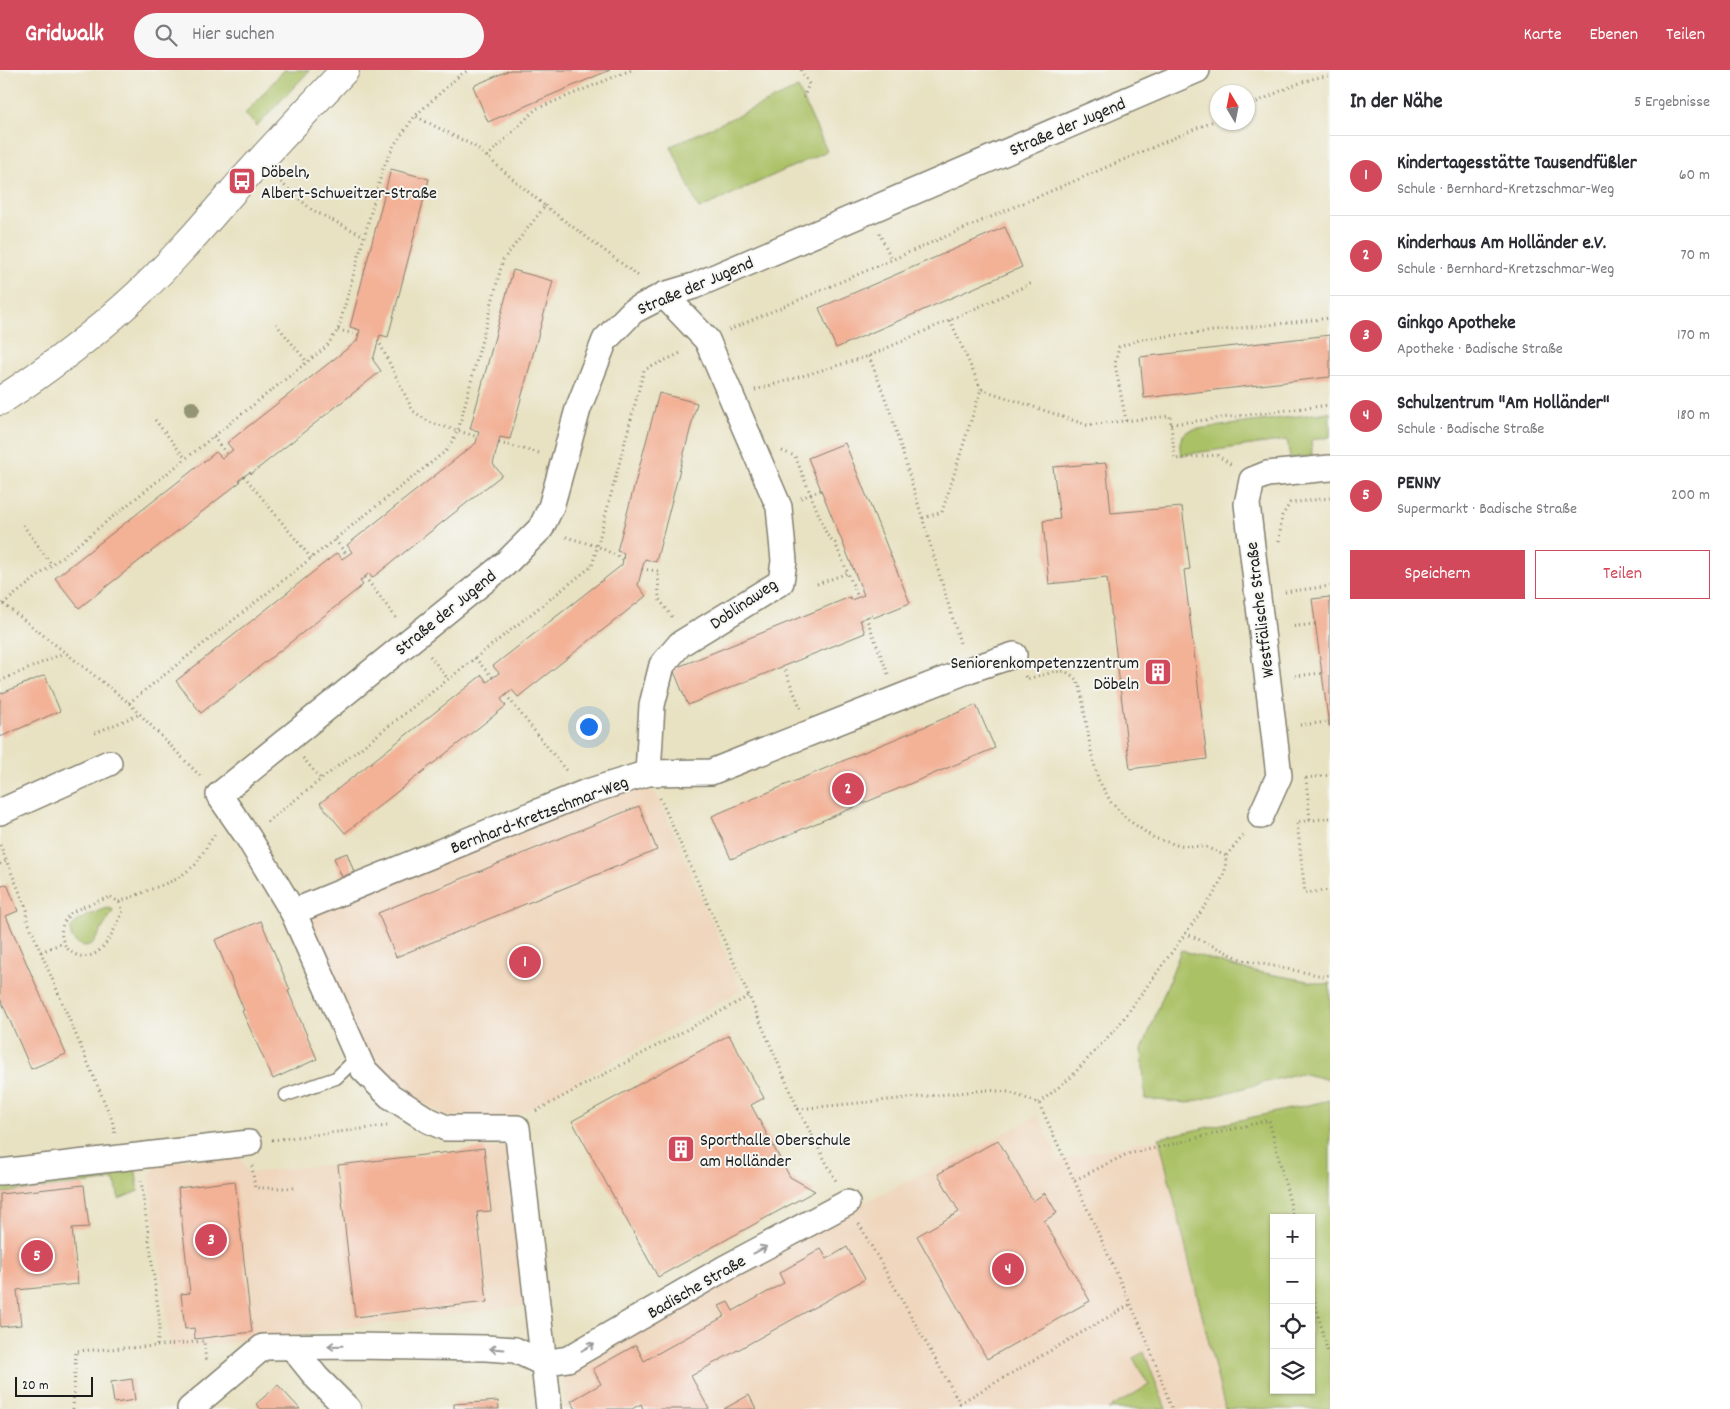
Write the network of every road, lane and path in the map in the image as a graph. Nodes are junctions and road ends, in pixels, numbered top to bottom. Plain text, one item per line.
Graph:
1 (345, 70) edge
2 (469, 70) edge
3 (630, 70) edge
4 (801, 70) edge
5 (1197, 70) edge
6 (1330, 76) edge
7 (803, 99) dead end
8 (1255, 103) edge
9 (415, 116) junction
10 (1210, 122) edge
11 (488, 157) junction
12 (259, 163) junction
13 (545, 206) junction
14 (364, 236) junction
15 (884, 243) dead end
16 (892, 260) junction
17 (1032, 283) dead end
18 (664, 295) junction
19 (1330, 318) edge
20 (950, 320) junction
21 (276, 324) dead end
22 (338, 330) junction
23 (359, 335) dead end
24 (378, 340) dead end
25 (707, 340) junction
26 (869, 356) junction
27 (307, 362) junction
28 (981, 388) junction
29 (731, 397) junction
30 (0, 401) edge
31 (1330, 405) edge
32 (155, 420) dead end
33 (1126, 421) junction
34 (1171, 424) junction
35 (458, 432) junction
36 (213, 437) junction
37 (478, 437) dead end
38 (749, 437) junction
39 (498, 443) dead end
40 (227, 454) dead end
41 (545, 454) dead end
42 (1217, 455) dead end
43 (186, 458) junction
44 (1330, 468) edge
45 (244, 476) dead end
46 (821, 490) dead end
47 (811, 494) junction
48 (1330, 498) edge
49 (794, 501) dead end
50 (923, 518) junction
51 (23, 525) dead end
52 (565, 537) dead end
53 (335, 540) junction
54 (1280, 549) dead end
55 (347, 556) dead end
56 (311, 558) junction
57 (623, 559) dead end
58 (53, 565) junction
59 (642, 569) dead end
60 (848, 573) junction
61 (365, 577) dead end
62 (1284, 583) dead end
63 (817, 584) dead end
64 (1330, 586) edge
65 (1285, 592) junction
66 (858, 597) dead end
67 (659, 599) dead end
68 (1286, 601) dead end
69 (2, 603) edge
70 (866, 617) dead end
71 (1288, 618) dead end
72 (398, 620) dead end
73 (1315, 624) dead end
74 (1289, 627) junction
75 (1290, 637) dead end
76 (64, 653) junction
77 (1014, 655) joint
78 (475, 658) dead end
79 (436, 664) dead end
80 (783, 666) dead end
81 (969, 670) junction
82 (1322, 673) dead end
83 (493, 678) dead end
84 (448, 679) dead end
85 (0, 681) edge
86 (1296, 686) dead end
87 (506, 695) dead end
88 (898, 698) junction
89 (129, 703) junction
90 (140, 714) junction
91 (1299, 715) dead end
92 (1328, 722) dead end
93 (1300, 725) junction
94 (95, 733) dead end
95 (811, 733) junction
96 (1301, 734) dead end
97 (552, 750) dead end
98 (303, 757) dead end
99 (109, 763) dead end
100 (1305, 769) dead end
101 (648, 773) junction
102 (1330, 775) edge
103 (1306, 778) junction
104 (321, 779) dead end
105 (225, 803) junction
106 (0, 812) edge
107 (1261, 816) joint
108 (1330, 818) edge
109 (1310, 820) junction
110 (0, 845) edge
111 (1226, 856) junction
112 (8, 860) junction
113 (0, 864) edge
114 (1330, 890) edge
115 (119, 902) junction
116 (294, 912) junction
117 (1185, 933) junction
118 (62, 943) junction
119 (41, 952) junction
120 (1330, 975) edge
121 (749, 996) junction
122 (358, 1057) junction
123 (286, 1096) dead end
124 (1039, 1103) junction
125 (798, 1109) junction
126 (112, 1120) dead end
127 (388, 1126) dead end
128 (517, 1128) junction
129 (249, 1143) joint
130 (138, 1157) junction
131 (253, 1170) dead end
132 (0, 1172) edge
133 (1075, 1180) junction
134 (296, 1188) dead end
135 (847, 1203) junction
136 (1293, 1214) edge
137 (1315, 1303) edge
138 (1131, 1304) junction
139 (204, 1341) dead end
140 (157, 1346) junction
141 (292, 1348) junction
142 (1330, 1361) edge
143 (543, 1363) junction
144 (73, 1409) edge
145 (190, 1409) edge
146 (348, 1409) edge
147 (548, 1409) edge
148 (1172, 1409) edge

1 - 12 street
2 - 9 path
3 - 11 path
4 - 7 path
5 - 18 street, Straße der Jugend
6 - 8 path
9 - 11 path
9 - 14 path
10 - 16 path
11 - 13 path
12 - 14 path
12 - 30 street
13 - 18 path
13 - 35 path
14 - 22 path
15 - 16 path
16 - 25 path
17 - 20 path
18 - 25 street, Doblinaweg
18 - 105 street, Straße der Jugend
19 - 33 path
20 - 26 path
20 - 28 path
21 - 27 path
22 - 23 path
22 - 27 path
24 - 35 path
25 - 29 street, Doblinaweg
26 - 29 path
26 - 50 path
27 - 36 path
28 - 33 path
28 - 50 path
29 - 38 street, Doblinaweg
31 - 34 path
32 - 43 path
33 - 34 path
34 - 42 path
35 - 37 path
35 - 53 path
36 - 40 path
36 - 43 path
38 - 47 path
38 - 101 street, Doblinaweg
39 - 41 path
43 - 58 path
44 - 107 street, Westfälische Straße
45 - 56 path
46 - 47 path
47 - 49 path
47 - 60 path
48 - 54 path
50 - 81 path
51 - 58 path
52 - 57 path
53 - 55 path
53 - 56 path
56 - 89 path
58 - 69 path
59 - 67 path
60 - 63 path
60 - 66 path
61 - 72 path
62 - 65 path
64 - 65 path
65 - 68 path
69 - 76 path
70 - 88 path
71 - 74 path
73 - 74 path
74 - 75 path
76 - 85 path
76 - 89 path
77 - 81 street, Bernhard-Kretzschmar-Weg
77 - 111 path
78 - 83 path
79 - 84 path
80 - 95 path
81 - 88 street, Bernhard-Kretzschmar-Weg
82 - 86 path
87 - 97 path
88 - 95 street, Bernhard-Kretzschmar-Weg
89 - 90 path
90 - 94 path
90 - 105 path
91 - 93 path
92 - 93 path
93 - 96 path
95 - 101 street, Bernhard-Kretzschmar-Weg
98 - 104 path
99 - 106 street
100 - 103 path
101 - 116 street, Bernhard-Kretzschmar-Weg
101 - 121 path
102 - 103 path
103 - 109 path
105 - 115 path
105 - 116 street
107 - 111 path
108 - 109 path
109 - 114 path
110 - 112 path
111 - 117 path
112 - 113 path
112 - 119 path
115 - 118 path
115 - 118 path
116 - 122 street
117 - 120 path
117 - 124 path
118 - 119 path
119 - 126 path
121 - 125 path
121 - 128 path
122 - 123 lane
122 - 128 street
124 - 125 path
124 - 133 path
125 - 135 path
127 - 129 path
128 - 143 street
129 - 130 street
130 - 132 street
130 - 140 path
131 - 134 path
133 - 136 path
133 - 138 path
135 - 138 path
143 -> 135 street, Badische Straße
137 - 142 path
138 - 148 path
139 - 140 path
140 - 144 path
143 -> 141 street
141 - 145 street
141 - 146 street
143 - 147 street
---------------
§ **Requirement**
In the copy, each entry above must match exactly, and no picture may be carried over.

§ **Task output**
Write the network of every road, lane and path in the map in the image as a graph. Nodes are junctions and road ends, in pixels, numbered top to bottom. Plain text, one item per line.
Graph:
1 (345, 70) edge
2 (469, 70) edge
3 (630, 70) edge
4 (801, 70) edge
5 (1197, 70) edge
6 (1330, 76) edge
7 (803, 99) dead end
8 (1255, 103) edge
9 (415, 116) junction
10 (1210, 122) edge
11 (488, 157) junction
12 (259, 163) junction
13 (545, 206) junction
14 (364, 236) junction
15 (884, 243) dead end
16 (892, 260) junction
17 (1032, 283) dead end
18 (664, 295) junction
19 (1330, 318) edge
20 (950, 320) junction
21 (276, 324) dead end
22 (338, 330) junction
23 (359, 335) dead end
24 (378, 340) dead end
25 (707, 340) junction
26 (869, 356) junction
27 (307, 362) junction
28 (981, 388) junction
29 (731, 397) junction
30 (0, 401) edge
31 (1330, 405) edge
32 (155, 420) dead end
33 (1126, 421) junction
34 (1171, 424) junction
35 (458, 432) junction
36 (213, 437) junction
37 (478, 437) dead end
38 (749, 437) junction
39 (498, 443) dead end
40 (227, 454) dead end
41 (545, 454) dead end
42 (1217, 455) dead end
43 (186, 458) junction
44 (1330, 468) edge
45 (244, 476) dead end
46 (821, 490) dead end
47 (811, 494) junction
48 (1330, 498) edge
49 (794, 501) dead end
50 (923, 518) junction
51 (23, 525) dead end
52 (565, 537) dead end
53 (335, 540) junction
54 (1280, 549) dead end
55 (347, 556) dead end
56 (311, 558) junction
57 (623, 559) dead end
58 (53, 565) junction
59 (642, 569) dead end
60 (848, 573) junction
61 (365, 577) dead end
62 (1284, 583) dead end
63 (817, 584) dead end
64 (1330, 586) edge
65 (1285, 592) junction
66 (858, 597) dead end
67 (659, 599) dead end
68 (1286, 601) dead end
69 (2, 603) edge
70 (866, 617) dead end
71 (1288, 618) dead end
72 (398, 620) dead end
73 (1315, 624) dead end
74 (1289, 627) junction
75 (1290, 637) dead end
76 (64, 653) junction
77 (1014, 655) joint
78 (475, 658) dead end
79 (436, 664) dead end
80 (783, 666) dead end
81 (969, 670) junction
82 (1322, 673) dead end
83 (493, 678) dead end
84 (448, 679) dead end
85 (0, 681) edge
86 (1296, 686) dead end
87 (506, 695) dead end
88 (898, 698) junction
89 (129, 703) junction
90 (140, 714) junction
91 (1299, 715) dead end
92 (1328, 722) dead end
93 (1300, 725) junction
94 (95, 733) dead end
95 (811, 733) junction
96 (1301, 734) dead end
97 (552, 750) dead end
98 (303, 757) dead end
99 (109, 763) dead end
100 (1305, 769) dead end
101 (648, 773) junction
102 (1330, 775) edge
103 (1306, 778) junction
104 (321, 779) dead end
105 (225, 803) junction
106 (0, 812) edge
107 (1261, 816) joint
108 (1330, 818) edge
109 (1310, 820) junction
110 (0, 845) edge
111 (1226, 856) junction
112 (8, 860) junction
113 (0, 864) edge
114 (1330, 890) edge
115 (119, 902) junction
116 (294, 912) junction
117 (1185, 933) junction
118 (62, 943) junction
119 (41, 952) junction
120 (1330, 975) edge
121 (749, 996) junction
122 (358, 1057) junction
123 (286, 1096) dead end
124 (1039, 1103) junction
125 (798, 1109) junction
126 (112, 1120) dead end
127 (388, 1126) dead end
128 (517, 1128) junction
129 (249, 1143) joint
130 (138, 1157) junction
131 (253, 1170) dead end
132 (0, 1172) edge
133 (1075, 1180) junction
134 (296, 1188) dead end
135 (847, 1203) junction
136 (1293, 1214) edge
137 (1315, 1303) edge
138 (1131, 1304) junction
139 (204, 1341) dead end
140 (157, 1346) junction
141 (292, 1348) junction
142 (1330, 1361) edge
143 (543, 1363) junction
144 (73, 1409) edge
145 (190, 1409) edge
146 (348, 1409) edge
147 (548, 1409) edge
148 (1172, 1409) edge

1 - 12 street
2 - 9 path
3 - 11 path
4 - 7 path
5 - 18 street, Straße der Jugend
6 - 8 path
9 - 11 path
9 - 14 path
10 - 16 path
11 - 13 path
12 - 14 path
12 - 30 street
13 - 18 path
13 - 35 path
14 - 22 path
15 - 16 path
16 - 25 path
17 - 20 path
18 - 25 street, Doblinaweg
18 - 105 street, Straße der Jugend
19 - 33 path
20 - 26 path
20 - 28 path
21 - 27 path
22 - 23 path
22 - 27 path
24 - 35 path
25 - 29 street, Doblinaweg
26 - 29 path
26 - 50 path
27 - 36 path
28 - 33 path
28 - 50 path
29 - 38 street, Doblinaweg
31 - 34 path
32 - 43 path
33 - 34 path
34 - 42 path
35 - 37 path
35 - 53 path
36 - 40 path
36 - 43 path
38 - 47 path
38 - 101 street, Doblinaweg
39 - 41 path
43 - 58 path
44 - 107 street, Westfälische Straße
45 - 56 path
46 - 47 path
47 - 49 path
47 - 60 path
48 - 54 path
50 - 81 path
51 - 58 path
52 - 57 path
53 - 55 path
53 - 56 path
56 - 89 path
58 - 69 path
59 - 67 path
60 - 63 path
60 - 66 path
61 - 72 path
62 - 65 path
64 - 65 path
65 - 68 path
69 - 76 path
70 - 88 path
71 - 74 path
73 - 74 path
74 - 75 path
76 - 85 path
76 - 89 path
77 - 81 street, Bernhard-Kretzschmar-Weg
77 - 111 path
78 - 83 path
79 - 84 path
80 - 95 path
81 - 88 street, Bernhard-Kretzschmar-Weg
82 - 86 path
87 - 97 path
88 - 95 street, Bernhard-Kretzschmar-Weg
89 - 90 path
90 - 94 path
90 - 105 path
91 - 93 path
92 - 93 path
93 - 96 path
95 - 101 street, Bernhard-Kretzschmar-Weg
98 - 104 path
99 - 106 street
100 - 103 path
101 - 116 street, Bernhard-Kretzschmar-Weg
101 - 121 path
102 - 103 path
103 - 109 path
105 - 115 path
105 - 116 street
107 - 111 path
108 - 109 path
109 - 114 path
110 - 112 path
111 - 117 path
112 - 113 path
112 - 119 path
115 - 118 path
115 - 118 path
116 - 122 street
117 - 120 path
117 - 124 path
118 - 119 path
119 - 126 path
121 - 125 path
121 - 128 path
122 - 123 lane
122 - 128 street
124 - 125 path
124 - 133 path
125 - 135 path
127 - 129 path
128 - 143 street
129 - 130 street
130 - 132 street
130 - 140 path
131 - 134 path
133 - 136 path
133 - 138 path
135 - 138 path
143 -> 135 street, Badische Straße
137 - 142 path
138 - 148 path
139 - 140 path
140 - 144 path
143 -> 141 street
141 - 145 street
141 - 146 street
143 - 147 street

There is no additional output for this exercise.